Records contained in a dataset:
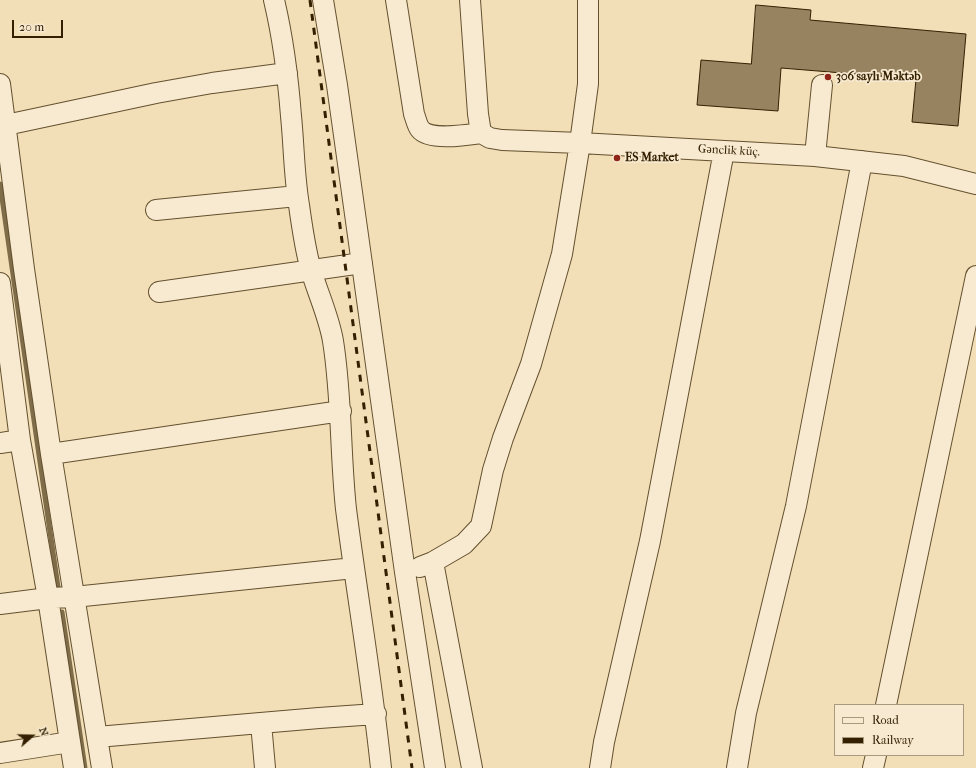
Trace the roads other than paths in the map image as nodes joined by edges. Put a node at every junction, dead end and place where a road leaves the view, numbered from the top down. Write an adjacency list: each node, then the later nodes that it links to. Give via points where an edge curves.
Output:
1 (274, 0): 6 (street)
2 (323, 0): 18 (street)
3 (396, 0): 10 (street, Gənclik küç., via 414,114 420,130 431,136)
4 (470, 0): 10 (street)
5 (588, 0): 11 (street, via 588,84)
6 (287, 73): 9 (street, via 156,93); 16 (street)
7 (0, 84): 9 (street)
8 (822, 85): 13 (street)
9 (6, 125): 26 (street)
10 (481, 134): 11 (street, Gənclik küç., via 502,140)
11 (580, 143): 12 (street, Gənclik küç.); 27 (street, via 562,254 531,364 492,470 481,526 464,544)
12 (724, 151): 13 (street, Gənclik küç.); 46 (street, via 650,541)
13 (815, 156): 14 (street, Gənclik küç.)
14 (862, 161): 15 (street, Gənclik küç., via 904,166); 47 (street, via 796,506 746,713)
15 (976, 184)
16 (297, 196): 17 (street); 19 (street)
17 (156, 210)
18 (362, 263): 19 (street); 29 (street)
19 (311, 271): 21 (street); 23 (street, via 333,338)
20 (976, 276): 33 (street)
21 (159, 292)
22 (1, 293): 24 (street)
23 (341, 411): 26 (street); 28 (street, via 344,484)
24 (20, 440): 25 (street); 31 (street)
25 (0, 443)
26 (51, 454): 30 (street)
27 (432, 562): 29 (street); 45 (street)
28 (354, 568): 30 (street); 34 (street)
29 (405, 572): 44 (street)
30 (74, 597): 31 (street); 36 (street)
31 (48, 598): 32 (street); 37 (street)
32 (0, 604)
33 (886, 704)
34 (376, 714): 35 (street); 43 (street)
35 (261, 723): 36 (street); 42 (street)
36 (97, 737): 41 (street)
37 (70, 742): 38 (street); 40 (street)
38 (0, 753)
39 (876, 756): 48 (street)
40 (74, 768)
41 (102, 768)
42 (265, 768)
43 (382, 768)
44 (435, 768)
45 (472, 768)
46 (600, 768)
47 (737, 768)
48 (873, 768)

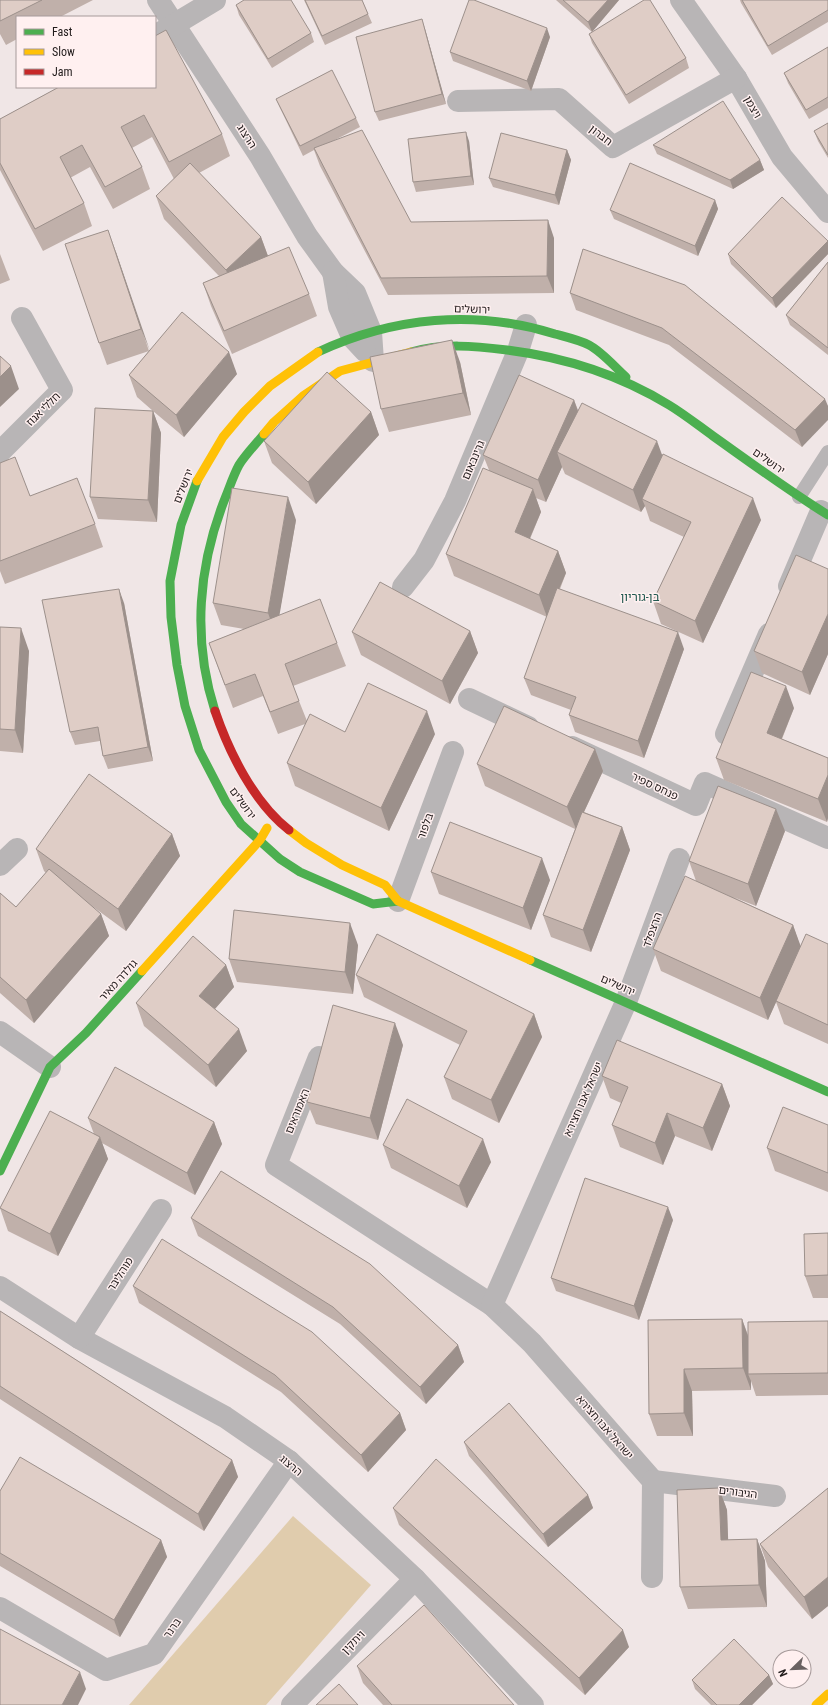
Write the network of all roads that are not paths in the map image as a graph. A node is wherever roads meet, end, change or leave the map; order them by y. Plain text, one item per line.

— What is required —
Check each line of the records for the word "roads", and show the lines that contain it.

— Exercise solution —
Trace the roads other than paths in the map image as nodes joined by edges. Put a node at every junction, dead end and place where a road leaves the view, numbered from the top down. Write an adjacency list: each node, then the later nodes that it links to. Give via points where an edge curves.
Write the network of all roads that are not paths in the map image as a graph. A node is wherever roads meet, end, change or leave the map; order them by y. Plain text, one item per line.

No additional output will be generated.